▶ **Your task**
Without skipping a line, reproduce the entries exactly.
^^^^^^^^
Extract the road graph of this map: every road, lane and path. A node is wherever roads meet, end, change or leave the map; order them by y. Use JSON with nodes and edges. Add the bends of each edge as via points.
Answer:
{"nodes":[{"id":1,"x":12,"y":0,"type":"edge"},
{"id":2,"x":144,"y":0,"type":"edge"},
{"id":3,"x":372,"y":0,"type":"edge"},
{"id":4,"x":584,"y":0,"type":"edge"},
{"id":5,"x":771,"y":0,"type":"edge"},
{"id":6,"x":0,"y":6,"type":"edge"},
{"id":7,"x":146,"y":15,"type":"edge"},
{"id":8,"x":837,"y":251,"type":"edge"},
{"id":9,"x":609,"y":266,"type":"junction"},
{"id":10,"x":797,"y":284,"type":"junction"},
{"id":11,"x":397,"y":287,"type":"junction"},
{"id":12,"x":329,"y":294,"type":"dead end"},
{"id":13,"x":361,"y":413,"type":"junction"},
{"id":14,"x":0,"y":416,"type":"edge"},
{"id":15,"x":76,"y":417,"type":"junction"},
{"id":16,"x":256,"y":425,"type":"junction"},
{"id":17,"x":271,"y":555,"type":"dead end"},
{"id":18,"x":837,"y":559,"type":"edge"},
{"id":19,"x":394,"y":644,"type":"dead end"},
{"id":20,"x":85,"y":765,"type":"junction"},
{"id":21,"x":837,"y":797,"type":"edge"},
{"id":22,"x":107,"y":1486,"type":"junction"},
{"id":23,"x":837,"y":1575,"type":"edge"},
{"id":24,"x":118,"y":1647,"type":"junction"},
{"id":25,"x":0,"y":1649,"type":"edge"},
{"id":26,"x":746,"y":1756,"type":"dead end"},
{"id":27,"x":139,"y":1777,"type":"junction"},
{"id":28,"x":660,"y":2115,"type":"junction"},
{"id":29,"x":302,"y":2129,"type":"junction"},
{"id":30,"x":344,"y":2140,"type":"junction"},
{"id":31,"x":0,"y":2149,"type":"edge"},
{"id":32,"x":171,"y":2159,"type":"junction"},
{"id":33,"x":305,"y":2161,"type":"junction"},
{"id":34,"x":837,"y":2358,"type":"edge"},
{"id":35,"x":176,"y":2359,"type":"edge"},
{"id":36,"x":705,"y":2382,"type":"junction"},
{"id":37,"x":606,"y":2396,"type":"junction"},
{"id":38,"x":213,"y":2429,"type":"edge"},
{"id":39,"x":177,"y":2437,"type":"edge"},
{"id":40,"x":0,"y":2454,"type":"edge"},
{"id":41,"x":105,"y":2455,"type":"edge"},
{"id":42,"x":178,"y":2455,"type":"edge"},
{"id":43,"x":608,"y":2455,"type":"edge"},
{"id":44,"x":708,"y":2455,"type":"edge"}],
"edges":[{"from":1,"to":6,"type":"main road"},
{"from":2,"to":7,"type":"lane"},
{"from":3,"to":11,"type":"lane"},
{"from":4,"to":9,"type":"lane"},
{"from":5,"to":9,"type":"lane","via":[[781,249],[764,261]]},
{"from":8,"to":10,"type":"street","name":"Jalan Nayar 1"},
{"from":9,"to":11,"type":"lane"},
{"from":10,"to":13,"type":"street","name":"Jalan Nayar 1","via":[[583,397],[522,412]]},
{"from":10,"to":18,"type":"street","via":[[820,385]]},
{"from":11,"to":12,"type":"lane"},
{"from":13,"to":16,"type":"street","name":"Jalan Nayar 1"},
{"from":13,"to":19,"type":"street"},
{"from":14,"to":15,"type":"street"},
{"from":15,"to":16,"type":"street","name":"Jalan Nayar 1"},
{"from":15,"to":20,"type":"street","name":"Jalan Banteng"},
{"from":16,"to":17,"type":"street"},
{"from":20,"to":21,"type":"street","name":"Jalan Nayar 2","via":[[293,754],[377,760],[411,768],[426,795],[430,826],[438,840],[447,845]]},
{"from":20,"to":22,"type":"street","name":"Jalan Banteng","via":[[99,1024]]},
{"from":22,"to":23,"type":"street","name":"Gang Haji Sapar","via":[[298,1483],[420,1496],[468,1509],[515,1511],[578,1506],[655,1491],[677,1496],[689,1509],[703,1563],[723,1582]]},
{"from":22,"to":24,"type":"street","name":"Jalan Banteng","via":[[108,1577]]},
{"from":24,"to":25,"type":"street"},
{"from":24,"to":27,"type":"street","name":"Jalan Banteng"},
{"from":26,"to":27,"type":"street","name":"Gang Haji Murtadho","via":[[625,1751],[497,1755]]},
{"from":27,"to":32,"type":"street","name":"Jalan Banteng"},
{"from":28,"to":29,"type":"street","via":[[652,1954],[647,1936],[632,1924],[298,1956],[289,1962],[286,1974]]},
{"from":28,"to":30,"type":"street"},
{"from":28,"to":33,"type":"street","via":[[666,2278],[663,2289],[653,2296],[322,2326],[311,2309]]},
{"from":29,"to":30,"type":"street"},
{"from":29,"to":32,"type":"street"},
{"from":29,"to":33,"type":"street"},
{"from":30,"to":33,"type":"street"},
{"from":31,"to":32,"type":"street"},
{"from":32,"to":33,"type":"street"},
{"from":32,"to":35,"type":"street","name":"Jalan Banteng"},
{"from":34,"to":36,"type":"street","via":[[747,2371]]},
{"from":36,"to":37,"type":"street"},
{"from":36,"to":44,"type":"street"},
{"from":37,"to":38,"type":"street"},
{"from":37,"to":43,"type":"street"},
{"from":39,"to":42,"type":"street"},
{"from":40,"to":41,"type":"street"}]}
^^^^^^^^
▶ **Completed task**
Extract the road graph of this map: every road, lane and path. A node is wherever roads meet, end, change or leave the map; order them by y. Use JSON with nodes and edges. Add the bends of each edge as via points.
Answer:
{"nodes":[{"id":1,"x":12,"y":0,"type":"edge"},
{"id":2,"x":144,"y":0,"type":"edge"},
{"id":3,"x":372,"y":0,"type":"edge"},
{"id":4,"x":584,"y":0,"type":"edge"},
{"id":5,"x":771,"y":0,"type":"edge"},
{"id":6,"x":0,"y":6,"type":"edge"},
{"id":7,"x":146,"y":15,"type":"edge"},
{"id":8,"x":837,"y":251,"type":"edge"},
{"id":9,"x":609,"y":266,"type":"junction"},
{"id":10,"x":797,"y":284,"type":"junction"},
{"id":11,"x":397,"y":287,"type":"junction"},
{"id":12,"x":329,"y":294,"type":"dead end"},
{"id":13,"x":361,"y":413,"type":"junction"},
{"id":14,"x":0,"y":416,"type":"edge"},
{"id":15,"x":76,"y":417,"type":"junction"},
{"id":16,"x":256,"y":425,"type":"junction"},
{"id":17,"x":271,"y":555,"type":"dead end"},
{"id":18,"x":837,"y":559,"type":"edge"},
{"id":19,"x":394,"y":644,"type":"dead end"},
{"id":20,"x":85,"y":765,"type":"junction"},
{"id":21,"x":837,"y":797,"type":"edge"},
{"id":22,"x":107,"y":1486,"type":"junction"},
{"id":23,"x":837,"y":1575,"type":"edge"},
{"id":24,"x":118,"y":1647,"type":"junction"},
{"id":25,"x":0,"y":1649,"type":"edge"},
{"id":26,"x":746,"y":1756,"type":"dead end"},
{"id":27,"x":139,"y":1777,"type":"junction"},
{"id":28,"x":660,"y":2115,"type":"junction"},
{"id":29,"x":302,"y":2129,"type":"junction"},
{"id":30,"x":344,"y":2140,"type":"junction"},
{"id":31,"x":0,"y":2149,"type":"edge"},
{"id":32,"x":171,"y":2159,"type":"junction"},
{"id":33,"x":305,"y":2161,"type":"junction"},
{"id":34,"x":837,"y":2358,"type":"edge"},
{"id":35,"x":176,"y":2359,"type":"edge"},
{"id":36,"x":705,"y":2382,"type":"junction"},
{"id":37,"x":606,"y":2396,"type":"junction"},
{"id":38,"x":213,"y":2429,"type":"edge"},
{"id":39,"x":177,"y":2437,"type":"edge"},
{"id":40,"x":0,"y":2454,"type":"edge"},
{"id":41,"x":105,"y":2455,"type":"edge"},
{"id":42,"x":178,"y":2455,"type":"edge"},
{"id":43,"x":608,"y":2455,"type":"edge"},
{"id":44,"x":708,"y":2455,"type":"edge"}],
"edges":[{"from":1,"to":6,"type":"main road"},
{"from":2,"to":7,"type":"lane"},
{"from":3,"to":11,"type":"lane"},
{"from":4,"to":9,"type":"lane"},
{"from":5,"to":9,"type":"lane","via":[[781,249],[764,261]]},
{"from":8,"to":10,"type":"street","name":"Jalan Nayar 1"},
{"from":9,"to":11,"type":"lane"},
{"from":10,"to":13,"type":"street","name":"Jalan Nayar 1","via":[[583,397],[522,412]]},
{"from":10,"to":18,"type":"street","via":[[820,385]]},
{"from":11,"to":12,"type":"lane"},
{"from":13,"to":16,"type":"street","name":"Jalan Nayar 1"},
{"from":13,"to":19,"type":"street"},
{"from":14,"to":15,"type":"street"},
{"from":15,"to":16,"type":"street","name":"Jalan Nayar 1"},
{"from":15,"to":20,"type":"street","name":"Jalan Banteng"},
{"from":16,"to":17,"type":"street"},
{"from":20,"to":21,"type":"street","name":"Jalan Nayar 2","via":[[293,754],[377,760],[411,768],[426,795],[430,826],[438,840],[447,845]]},
{"from":20,"to":22,"type":"street","name":"Jalan Banteng","via":[[99,1024]]},
{"from":22,"to":23,"type":"street","name":"Gang Haji Sapar","via":[[298,1483],[420,1496],[468,1509],[515,1511],[578,1506],[655,1491],[677,1496],[689,1509],[703,1563],[723,1582]]},
{"from":22,"to":24,"type":"street","name":"Jalan Banteng","via":[[108,1577]]},
{"from":24,"to":25,"type":"street"},
{"from":24,"to":27,"type":"street","name":"Jalan Banteng"},
{"from":26,"to":27,"type":"street","name":"Gang Haji Murtadho","via":[[625,1751],[497,1755]]},
{"from":27,"to":32,"type":"street","name":"Jalan Banteng"},
{"from":28,"to":29,"type":"street","via":[[652,1954],[647,1936],[632,1924],[298,1956],[289,1962],[286,1974]]},
{"from":28,"to":30,"type":"street"},
{"from":28,"to":33,"type":"street","via":[[666,2278],[663,2289],[653,2296],[322,2326],[311,2309]]},
{"from":29,"to":30,"type":"street"},
{"from":29,"to":32,"type":"street"},
{"from":29,"to":33,"type":"street"},
{"from":30,"to":33,"type":"street"},
{"from":31,"to":32,"type":"street"},
{"from":32,"to":33,"type":"street"},
{"from":32,"to":35,"type":"street","name":"Jalan Banteng"},
{"from":34,"to":36,"type":"street","via":[[747,2371]]},
{"from":36,"to":37,"type":"street"},
{"from":36,"to":44,"type":"street"},
{"from":37,"to":38,"type":"street"},
{"from":37,"to":43,"type":"street"},
{"from":39,"to":42,"type":"street"},
{"from":40,"to":41,"type":"street"}]}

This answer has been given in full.